Distribution Quick Reference¶
| Description | Concept |
|---|---|
| Memoryless, waiting | Geometric, Exponential |
| Trials with success & failure | Bernoulli, Binomial |
| Large sample, average | CLT, approximately Gaussian |
| Bound given only mean / variance | Markov / Chebyshev inequalities |
| Estimating parameter from data | MLE, MAP, Bayesian update |
| Update belief from evidence | Bayes rule |
| Function of a RV | Jensen's inequality |
| Expected count of things | Linearity + indicators |
| Expected hitting time / return probability | First-step analysis, solve recurrence |
Discrete vs Continuous¶
| Discrete | Continuous | |
|---|---|---|
| Counting | Binomial: how many successes in $n$ trials? | Poisson: how many events in fixed window? |
| Waiting | Geometric: how many trials until first success? | Exponential: how long until first event? |
Discrete Distributions¶
Bernoulli¶
$X \sim \operatorname{Bernoulli}(p)$ models a single trial with $p$ probability of success.
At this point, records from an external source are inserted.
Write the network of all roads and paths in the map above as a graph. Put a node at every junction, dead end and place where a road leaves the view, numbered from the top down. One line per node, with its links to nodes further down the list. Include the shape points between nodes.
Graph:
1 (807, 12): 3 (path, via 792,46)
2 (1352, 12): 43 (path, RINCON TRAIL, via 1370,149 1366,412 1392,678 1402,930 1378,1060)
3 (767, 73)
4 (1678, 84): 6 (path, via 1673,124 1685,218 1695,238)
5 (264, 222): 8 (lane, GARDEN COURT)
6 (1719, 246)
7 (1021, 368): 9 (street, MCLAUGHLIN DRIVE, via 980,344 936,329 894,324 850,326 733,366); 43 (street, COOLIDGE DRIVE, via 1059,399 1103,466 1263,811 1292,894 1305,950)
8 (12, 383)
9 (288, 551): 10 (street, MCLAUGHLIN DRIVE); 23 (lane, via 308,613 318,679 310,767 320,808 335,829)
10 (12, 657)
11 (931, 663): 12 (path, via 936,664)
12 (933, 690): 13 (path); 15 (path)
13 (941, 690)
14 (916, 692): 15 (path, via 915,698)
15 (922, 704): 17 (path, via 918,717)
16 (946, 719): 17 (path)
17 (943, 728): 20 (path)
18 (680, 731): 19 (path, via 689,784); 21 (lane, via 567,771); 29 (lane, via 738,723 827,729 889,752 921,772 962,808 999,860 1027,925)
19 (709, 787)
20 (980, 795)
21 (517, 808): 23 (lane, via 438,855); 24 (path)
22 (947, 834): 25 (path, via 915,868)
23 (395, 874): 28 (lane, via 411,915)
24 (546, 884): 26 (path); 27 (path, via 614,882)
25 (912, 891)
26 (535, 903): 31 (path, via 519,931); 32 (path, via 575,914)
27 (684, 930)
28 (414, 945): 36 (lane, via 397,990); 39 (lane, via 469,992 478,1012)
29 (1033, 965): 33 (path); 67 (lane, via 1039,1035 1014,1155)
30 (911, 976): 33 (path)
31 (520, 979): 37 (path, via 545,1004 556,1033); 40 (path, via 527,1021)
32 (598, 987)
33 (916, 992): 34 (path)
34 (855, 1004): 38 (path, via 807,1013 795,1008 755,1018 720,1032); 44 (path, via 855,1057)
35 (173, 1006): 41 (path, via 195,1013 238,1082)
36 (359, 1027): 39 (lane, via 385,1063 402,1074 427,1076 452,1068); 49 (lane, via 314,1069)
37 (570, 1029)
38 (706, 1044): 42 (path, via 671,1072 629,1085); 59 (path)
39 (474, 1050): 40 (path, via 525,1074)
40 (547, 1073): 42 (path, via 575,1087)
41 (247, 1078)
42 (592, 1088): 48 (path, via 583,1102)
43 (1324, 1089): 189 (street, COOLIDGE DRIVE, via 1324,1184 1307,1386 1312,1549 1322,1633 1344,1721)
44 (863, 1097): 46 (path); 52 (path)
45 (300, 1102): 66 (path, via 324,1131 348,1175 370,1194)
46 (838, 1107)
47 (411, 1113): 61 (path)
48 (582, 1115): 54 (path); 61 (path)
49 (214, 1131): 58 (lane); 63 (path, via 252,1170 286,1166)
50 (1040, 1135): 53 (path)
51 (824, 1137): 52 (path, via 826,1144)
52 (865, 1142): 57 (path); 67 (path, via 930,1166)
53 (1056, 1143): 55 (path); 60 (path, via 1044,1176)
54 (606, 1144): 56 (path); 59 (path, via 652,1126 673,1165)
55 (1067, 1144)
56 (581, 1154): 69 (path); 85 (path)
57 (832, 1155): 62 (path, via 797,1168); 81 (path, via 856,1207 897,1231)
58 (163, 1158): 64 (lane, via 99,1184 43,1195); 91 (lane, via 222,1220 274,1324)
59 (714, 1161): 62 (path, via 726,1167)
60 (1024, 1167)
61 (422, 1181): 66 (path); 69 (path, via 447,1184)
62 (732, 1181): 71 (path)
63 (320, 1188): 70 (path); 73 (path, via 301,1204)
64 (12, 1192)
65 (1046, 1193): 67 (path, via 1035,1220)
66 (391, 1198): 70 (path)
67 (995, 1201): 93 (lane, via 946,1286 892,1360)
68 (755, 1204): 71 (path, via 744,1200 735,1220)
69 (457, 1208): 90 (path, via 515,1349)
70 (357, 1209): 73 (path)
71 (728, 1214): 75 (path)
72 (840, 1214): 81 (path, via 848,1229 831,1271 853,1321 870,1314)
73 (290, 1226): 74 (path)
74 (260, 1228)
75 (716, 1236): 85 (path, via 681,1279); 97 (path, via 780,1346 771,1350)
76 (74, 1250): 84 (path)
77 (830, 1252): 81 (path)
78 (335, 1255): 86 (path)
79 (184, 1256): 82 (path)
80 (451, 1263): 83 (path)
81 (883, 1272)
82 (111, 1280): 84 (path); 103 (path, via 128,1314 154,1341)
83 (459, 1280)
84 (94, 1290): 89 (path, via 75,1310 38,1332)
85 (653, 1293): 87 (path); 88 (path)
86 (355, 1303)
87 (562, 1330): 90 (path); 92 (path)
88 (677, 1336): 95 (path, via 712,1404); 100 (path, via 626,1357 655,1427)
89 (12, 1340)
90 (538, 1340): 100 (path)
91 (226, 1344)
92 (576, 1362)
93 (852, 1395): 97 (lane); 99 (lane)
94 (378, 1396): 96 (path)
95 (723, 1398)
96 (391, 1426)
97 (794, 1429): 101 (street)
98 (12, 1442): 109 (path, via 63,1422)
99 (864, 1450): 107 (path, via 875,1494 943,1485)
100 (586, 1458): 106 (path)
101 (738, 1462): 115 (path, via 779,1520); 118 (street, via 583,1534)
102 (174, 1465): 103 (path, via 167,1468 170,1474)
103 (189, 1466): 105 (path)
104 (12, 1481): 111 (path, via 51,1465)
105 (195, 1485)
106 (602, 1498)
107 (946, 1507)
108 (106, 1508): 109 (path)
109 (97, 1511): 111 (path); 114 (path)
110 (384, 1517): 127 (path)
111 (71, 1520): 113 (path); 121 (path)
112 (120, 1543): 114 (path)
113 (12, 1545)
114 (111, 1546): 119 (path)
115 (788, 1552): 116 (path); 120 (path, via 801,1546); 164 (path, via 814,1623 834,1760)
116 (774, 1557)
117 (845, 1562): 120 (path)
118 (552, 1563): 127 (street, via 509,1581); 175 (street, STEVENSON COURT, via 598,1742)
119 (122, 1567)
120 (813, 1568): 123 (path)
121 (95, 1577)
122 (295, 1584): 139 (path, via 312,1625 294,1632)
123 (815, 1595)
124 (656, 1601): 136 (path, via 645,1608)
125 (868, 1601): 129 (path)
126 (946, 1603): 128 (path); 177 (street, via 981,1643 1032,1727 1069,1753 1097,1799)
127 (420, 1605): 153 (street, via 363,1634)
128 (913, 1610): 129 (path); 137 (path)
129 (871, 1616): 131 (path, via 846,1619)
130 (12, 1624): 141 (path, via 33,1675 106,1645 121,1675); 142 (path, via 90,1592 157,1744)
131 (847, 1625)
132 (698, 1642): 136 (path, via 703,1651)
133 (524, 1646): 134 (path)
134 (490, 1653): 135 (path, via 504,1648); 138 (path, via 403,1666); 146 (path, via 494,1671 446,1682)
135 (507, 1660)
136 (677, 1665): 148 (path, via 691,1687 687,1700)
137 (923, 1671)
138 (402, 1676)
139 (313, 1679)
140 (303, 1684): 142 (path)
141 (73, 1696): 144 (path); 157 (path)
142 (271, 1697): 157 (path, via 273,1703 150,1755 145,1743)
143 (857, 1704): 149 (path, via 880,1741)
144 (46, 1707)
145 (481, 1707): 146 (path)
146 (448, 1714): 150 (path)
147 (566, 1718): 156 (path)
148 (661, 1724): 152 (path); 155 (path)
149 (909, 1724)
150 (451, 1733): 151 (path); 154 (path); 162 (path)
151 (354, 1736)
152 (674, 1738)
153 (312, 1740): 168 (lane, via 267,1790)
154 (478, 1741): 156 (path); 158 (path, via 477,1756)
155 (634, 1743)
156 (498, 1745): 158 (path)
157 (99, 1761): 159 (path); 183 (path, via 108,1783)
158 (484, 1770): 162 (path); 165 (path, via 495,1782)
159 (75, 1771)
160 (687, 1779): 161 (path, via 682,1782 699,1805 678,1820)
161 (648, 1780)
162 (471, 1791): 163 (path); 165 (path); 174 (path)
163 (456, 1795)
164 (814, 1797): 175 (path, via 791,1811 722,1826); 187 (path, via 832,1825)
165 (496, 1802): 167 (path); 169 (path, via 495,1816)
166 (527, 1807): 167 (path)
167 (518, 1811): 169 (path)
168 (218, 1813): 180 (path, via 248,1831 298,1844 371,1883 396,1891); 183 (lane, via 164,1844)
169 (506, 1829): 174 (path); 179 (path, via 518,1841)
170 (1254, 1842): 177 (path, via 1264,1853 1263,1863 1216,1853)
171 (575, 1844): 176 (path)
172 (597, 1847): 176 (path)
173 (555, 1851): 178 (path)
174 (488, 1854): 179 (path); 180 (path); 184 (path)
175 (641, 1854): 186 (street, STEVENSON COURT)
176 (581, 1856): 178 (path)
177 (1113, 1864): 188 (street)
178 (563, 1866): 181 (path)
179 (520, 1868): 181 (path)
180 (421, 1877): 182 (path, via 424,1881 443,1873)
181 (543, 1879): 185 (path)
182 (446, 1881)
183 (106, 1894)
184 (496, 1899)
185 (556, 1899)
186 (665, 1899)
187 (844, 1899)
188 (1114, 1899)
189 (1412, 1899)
$$P(X=1)=p, \quad P(X=0)=1-p$$
- Compact PMF: $P(X=x) = p^x(1-p)^{1-x}$
- $\mathbb{E}[X] = p$, $\operatorname{Var}[X] = p(1-p)$
- Categorical RV generalizes Bernoulli from 2 to $k$ outcomes
Indicator squaring
For any binary variable $X \in {0,1}$, $X^2 = X$, so $\mathbb{E}[X^2] = \mathbb{E}[X]$.
Binomial¶
$X \sim \operatorname{Binomial}(n, p)$ is the sum of $n$ independent $\operatorname{Bernoulli}(p)$ trials.
$$P(X=k) = \binom{n}{k} p^k (1-p)^{n-k}$$
- $\mathbb{E}[X] = np$, $\operatorname{Var}[X] = np(1-p)$
- Binomial theorem: $(a+b)^n = \sum_{k=0}^n \binom{n}{k} a^k b^{n-k}$
Poisson¶
$X \sim \operatorname{Poisson}(\lambda)$ models the number of events in a fixed interval when they occur independently at average rate $\lambda$.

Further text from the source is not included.